The most relevant recent development here is the wave of lawsuits focused on monday.com’s revenue expansion outlook, following softer guidance and the withdrawal of a 2027 revenue target. These cases put a legal spotlight on the same growth and execution questions analysts were already debating and could interact with other pressures like slower SMB additions and heavy AI investment, potentially making investors more sensitive to any further changes in guidance or customer metrics.
Yet investors should also be aware that the legal claims around growth guidance and decelerating expansion could...
Read the full narrative on monday.com (it's free!)
monday.com's narrative projects $2.0 billion revenue and $157.5 million earnings by 2028. This requires 22.9% yearly revenue growth and about a $117.5 million earnings increase from $40.0 million today.
Uncover how monday.com's forecasts yield a $135.16 fair value, a 81% upside to its current price.

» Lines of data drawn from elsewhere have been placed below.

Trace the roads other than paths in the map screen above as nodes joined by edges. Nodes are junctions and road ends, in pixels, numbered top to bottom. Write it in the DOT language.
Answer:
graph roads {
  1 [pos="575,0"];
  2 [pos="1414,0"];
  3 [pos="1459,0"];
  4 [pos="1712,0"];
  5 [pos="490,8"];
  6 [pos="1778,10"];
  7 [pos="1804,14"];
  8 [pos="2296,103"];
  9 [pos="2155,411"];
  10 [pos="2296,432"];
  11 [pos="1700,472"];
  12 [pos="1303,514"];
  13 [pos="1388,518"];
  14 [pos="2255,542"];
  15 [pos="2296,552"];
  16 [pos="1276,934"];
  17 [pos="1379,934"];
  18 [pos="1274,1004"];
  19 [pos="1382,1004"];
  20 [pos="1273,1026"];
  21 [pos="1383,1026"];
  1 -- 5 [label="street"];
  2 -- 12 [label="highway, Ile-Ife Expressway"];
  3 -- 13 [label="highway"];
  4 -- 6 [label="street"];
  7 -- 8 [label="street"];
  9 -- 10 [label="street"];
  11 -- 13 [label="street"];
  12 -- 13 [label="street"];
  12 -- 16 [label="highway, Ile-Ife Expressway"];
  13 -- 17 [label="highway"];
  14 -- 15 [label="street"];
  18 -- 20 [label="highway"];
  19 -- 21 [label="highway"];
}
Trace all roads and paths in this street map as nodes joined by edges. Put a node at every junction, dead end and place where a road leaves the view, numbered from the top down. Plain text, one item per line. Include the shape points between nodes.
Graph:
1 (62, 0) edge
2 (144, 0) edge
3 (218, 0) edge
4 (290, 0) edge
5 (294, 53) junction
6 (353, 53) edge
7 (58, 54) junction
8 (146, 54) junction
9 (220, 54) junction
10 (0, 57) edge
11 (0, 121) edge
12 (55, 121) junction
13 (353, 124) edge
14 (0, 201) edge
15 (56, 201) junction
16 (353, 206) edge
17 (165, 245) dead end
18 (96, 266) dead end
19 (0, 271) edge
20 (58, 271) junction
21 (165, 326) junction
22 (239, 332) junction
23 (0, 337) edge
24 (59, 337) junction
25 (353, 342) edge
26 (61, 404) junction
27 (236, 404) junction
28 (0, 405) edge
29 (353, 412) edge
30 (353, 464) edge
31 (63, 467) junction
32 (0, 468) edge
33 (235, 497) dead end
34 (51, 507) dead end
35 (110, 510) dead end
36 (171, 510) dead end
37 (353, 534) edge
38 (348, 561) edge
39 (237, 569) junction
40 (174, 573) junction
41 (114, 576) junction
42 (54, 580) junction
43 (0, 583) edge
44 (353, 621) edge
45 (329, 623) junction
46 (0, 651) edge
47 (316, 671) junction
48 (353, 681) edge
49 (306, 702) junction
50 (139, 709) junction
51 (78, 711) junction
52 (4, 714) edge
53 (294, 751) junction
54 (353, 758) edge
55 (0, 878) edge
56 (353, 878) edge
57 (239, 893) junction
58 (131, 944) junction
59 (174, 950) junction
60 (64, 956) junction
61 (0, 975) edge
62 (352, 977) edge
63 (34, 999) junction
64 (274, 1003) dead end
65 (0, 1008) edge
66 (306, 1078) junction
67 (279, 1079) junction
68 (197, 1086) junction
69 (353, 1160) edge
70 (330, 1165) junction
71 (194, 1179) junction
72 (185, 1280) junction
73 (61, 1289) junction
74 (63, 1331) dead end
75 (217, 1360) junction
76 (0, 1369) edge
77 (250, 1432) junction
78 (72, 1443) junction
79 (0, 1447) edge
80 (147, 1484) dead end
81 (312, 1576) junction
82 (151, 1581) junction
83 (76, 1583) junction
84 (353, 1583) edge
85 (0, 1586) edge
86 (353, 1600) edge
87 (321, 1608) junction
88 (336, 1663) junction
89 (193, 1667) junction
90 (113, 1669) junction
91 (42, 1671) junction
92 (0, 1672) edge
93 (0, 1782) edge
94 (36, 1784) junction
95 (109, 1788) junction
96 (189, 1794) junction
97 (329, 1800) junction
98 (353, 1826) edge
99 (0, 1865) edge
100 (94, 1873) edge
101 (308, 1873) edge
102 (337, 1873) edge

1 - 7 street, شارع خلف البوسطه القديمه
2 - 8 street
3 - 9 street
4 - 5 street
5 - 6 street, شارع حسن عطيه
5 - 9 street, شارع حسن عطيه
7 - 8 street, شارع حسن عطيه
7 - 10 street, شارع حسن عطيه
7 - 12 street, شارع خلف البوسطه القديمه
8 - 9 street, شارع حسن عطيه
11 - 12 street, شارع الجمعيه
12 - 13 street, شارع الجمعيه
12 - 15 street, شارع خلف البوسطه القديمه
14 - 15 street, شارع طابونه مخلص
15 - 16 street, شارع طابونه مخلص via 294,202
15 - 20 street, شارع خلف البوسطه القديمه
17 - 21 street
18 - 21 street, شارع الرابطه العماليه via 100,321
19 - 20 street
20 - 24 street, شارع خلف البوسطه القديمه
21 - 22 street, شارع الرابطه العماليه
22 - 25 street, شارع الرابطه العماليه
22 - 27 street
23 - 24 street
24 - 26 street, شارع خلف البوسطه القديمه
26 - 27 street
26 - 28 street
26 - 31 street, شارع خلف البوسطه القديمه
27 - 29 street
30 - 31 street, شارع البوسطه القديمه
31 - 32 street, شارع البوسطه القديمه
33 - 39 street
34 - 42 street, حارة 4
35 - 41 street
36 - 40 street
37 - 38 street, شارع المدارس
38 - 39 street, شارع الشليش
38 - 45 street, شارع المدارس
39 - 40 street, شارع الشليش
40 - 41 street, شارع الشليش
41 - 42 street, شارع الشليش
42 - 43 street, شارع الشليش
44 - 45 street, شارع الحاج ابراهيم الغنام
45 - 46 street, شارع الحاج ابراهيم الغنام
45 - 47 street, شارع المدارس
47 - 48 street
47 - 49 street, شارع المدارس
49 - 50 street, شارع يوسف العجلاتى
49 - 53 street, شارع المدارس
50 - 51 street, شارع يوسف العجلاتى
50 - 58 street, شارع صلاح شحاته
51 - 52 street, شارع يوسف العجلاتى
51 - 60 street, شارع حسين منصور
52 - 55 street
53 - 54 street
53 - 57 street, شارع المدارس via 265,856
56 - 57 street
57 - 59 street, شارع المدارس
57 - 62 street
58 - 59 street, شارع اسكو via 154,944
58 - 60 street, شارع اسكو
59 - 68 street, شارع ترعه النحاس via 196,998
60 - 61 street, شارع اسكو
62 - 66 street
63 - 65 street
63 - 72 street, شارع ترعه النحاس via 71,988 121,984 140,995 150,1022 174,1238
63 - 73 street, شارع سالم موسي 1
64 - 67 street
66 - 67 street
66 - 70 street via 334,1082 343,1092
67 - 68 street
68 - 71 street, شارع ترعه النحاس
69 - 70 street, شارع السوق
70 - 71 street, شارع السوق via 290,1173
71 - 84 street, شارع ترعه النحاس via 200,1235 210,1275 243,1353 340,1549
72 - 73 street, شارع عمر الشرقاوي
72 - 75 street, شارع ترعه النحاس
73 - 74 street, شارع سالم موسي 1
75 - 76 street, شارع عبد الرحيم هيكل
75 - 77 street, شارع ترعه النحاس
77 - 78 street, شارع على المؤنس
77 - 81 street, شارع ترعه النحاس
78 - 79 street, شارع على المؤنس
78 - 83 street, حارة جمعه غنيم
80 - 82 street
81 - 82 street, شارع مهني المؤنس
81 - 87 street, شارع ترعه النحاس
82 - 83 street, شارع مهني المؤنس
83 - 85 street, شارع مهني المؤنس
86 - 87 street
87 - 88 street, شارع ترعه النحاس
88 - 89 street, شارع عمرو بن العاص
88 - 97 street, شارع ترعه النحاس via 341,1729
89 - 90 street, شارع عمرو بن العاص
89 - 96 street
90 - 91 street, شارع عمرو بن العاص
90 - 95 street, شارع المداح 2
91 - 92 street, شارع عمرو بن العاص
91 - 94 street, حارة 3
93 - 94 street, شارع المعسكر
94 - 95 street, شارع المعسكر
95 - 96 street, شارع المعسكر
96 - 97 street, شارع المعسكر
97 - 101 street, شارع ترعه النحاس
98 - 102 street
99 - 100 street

Some of the most optimistic analysts were expecting revenue to reach about US$2.1 billion and earnings around US$223 million, but this bullish view on AI driven expansion and rising innovation costs may now look very different in light of the growth focused lawsuits.
Explore 17 other fair value estimates on monday.com - why the stock might be worth just $135.16!
Disagree with existing narratives? Extraordinary investment returns rarely come from following the herd, so go with your instincts.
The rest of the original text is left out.